United States Court of Appeals, Ninth Circuit.
Argued and Submitted March 14, 1997.
Decided March 19, 1997.
NOTICE: Ninth Circuit Rule 36-3 provides that dispositions other than opinions or orders designated for publication are not precedential and should not be cited except when relevant under the doctrines of law of the case, res judicata, or collateral estoppel.
Before: GOODWIN, BRUNETTI, and FERNANDEZ, Circuit Judges.
Defendant Geza Jed Cserna appeals his convictions after a jury trial of one count of possession of an unregistered machine gun, in violation of 18 U.S.C. §§ 922(o)(1) and 924(a)(2), and one count of possession of an unregistered short-barreled semi-automatic rifle, in violation of 26 U.S.C. §§ 5861(d) and 5871.
Cserna challenges his conviction on two principal grounds: that the affidavit supporting the warrant to search his trailer was inadequate to establish probable cause for the search and that the government presented insufficient proof that he possessed a short-barreled rifle. We affirm the convictions.
While we review de novo the district court's decision to deny Cserna's motion to suppress, see United States v. Clark, 31 F.3d 831, 834 (9th Cir.1994), we review for clear error the justice of the peace's determination that there was probable cause for issuing the search warrant. See United States v. Baldwin, 987 F.2d 1432, 1435 (9th Cir.1993). We afford "great deference" to this initial finding of probable cause, see Clark, 31 F.3d at 834, and will uphold the issuance of the search warrant "so long as the [official] had a substantial basis for concluding that probable cause existed based on the totality of the circumstances." United States v. Mendonsa, 989 F.2d 366, 368 (9th Cir.1993) (internal quotations omitted).
We conclude that the justice of the peace properly discharged his duty "to make a practical, commonsense decision ... given all the circumstances set forth in the affidavit before him, including the veracity and basis of knowledge of persons supplying hearsay information, [that] there [was] a fair probability that contraband or evidence of a crime" would be found in Cserna's trailer. Illinois v. Gates, 462 U.S. 213, 238 (1983) (internal quotations omitted).

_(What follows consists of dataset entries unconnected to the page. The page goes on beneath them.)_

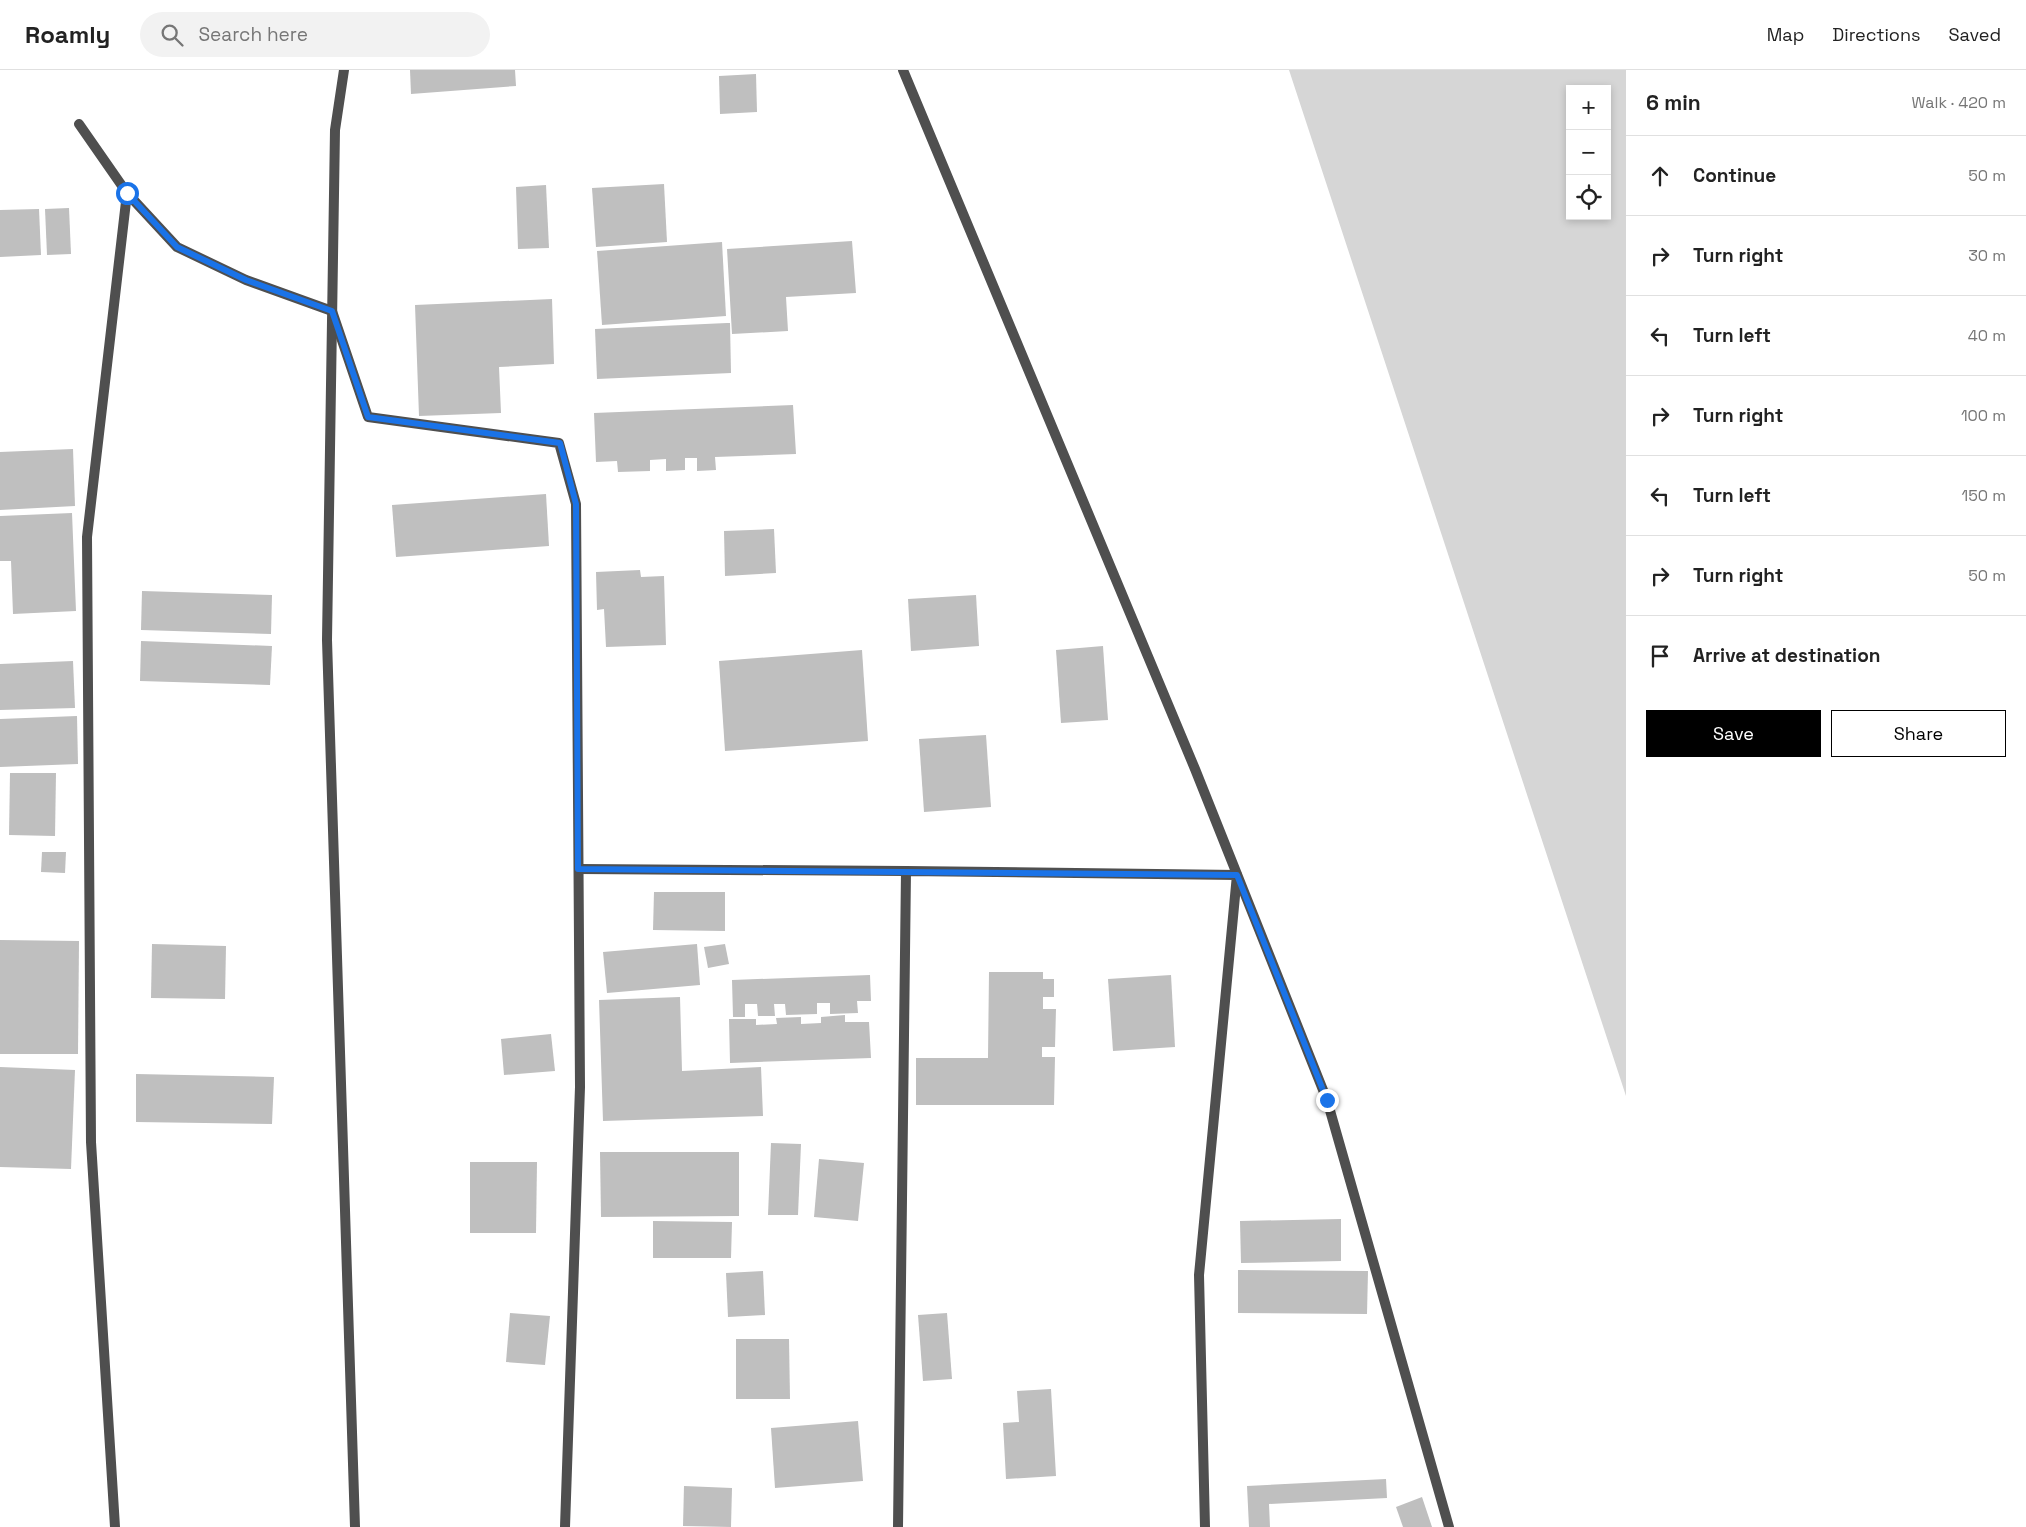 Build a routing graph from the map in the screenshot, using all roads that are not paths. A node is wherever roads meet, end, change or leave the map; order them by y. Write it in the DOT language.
graph roads {
  1 [pos="344,70"];
  2 [pos="903,70"];
  3 [pos="80,124"];
  4 [pos="127,193"];
  5 [pos="332,311"];
  6 [pos="578,869"];
  7 [pos="906,872"];
  8 [pos="1237,875"];
  9 [pos="115,1527"];
  10 [pos="355,1527"];
  11 [pos="565,1527"];
  12 [pos="898,1527"];
  13 [pos="1205,1527"];
  14 [pos="1449,1527"];
  1 -- 5 [label="street"];
  2 -- 8 [label="street"];
  3 -- 4 [label="street"];
  4 -- 5 [label="street"];
  4 -- 9 [label="street"];
  5 -- 6 [label="street"];
  5 -- 10 [label="street"];
  6 -- 7 [label="street"];
  6 -- 11 [label="street"];
  7 -- 8 [label="street"];
  7 -- 12 [label="street"];
  8 -- 13 [label="street"];
  8 -- 14 [label="street"];
}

The justice of the peace based his determination on the detailed observations and statements of the informant, Steven Gratzer, and the independent corroboration of those statements by Detective Dailey. Dailey confirmed Cserna's residence at the Valley View Trailer Park in a trailer that fit Gratzer's description. Dailey discovered that Officer Hensley had seen Cserna in possession of five firearms, supporting Gratzer's statements that Cserna possessed a large number of weapons.1 Further, Dailey determined that Cserna had no permit to possess automatic weapons. Agents from the Bureau of Alcohol, Tobacco, and Firearms confirmed that the weapons Gratzer described could be fully automatic. This independent police corroboration demonstrates that the justice of the peace had a substantial basis for finding probable cause under the totality of the circumstances.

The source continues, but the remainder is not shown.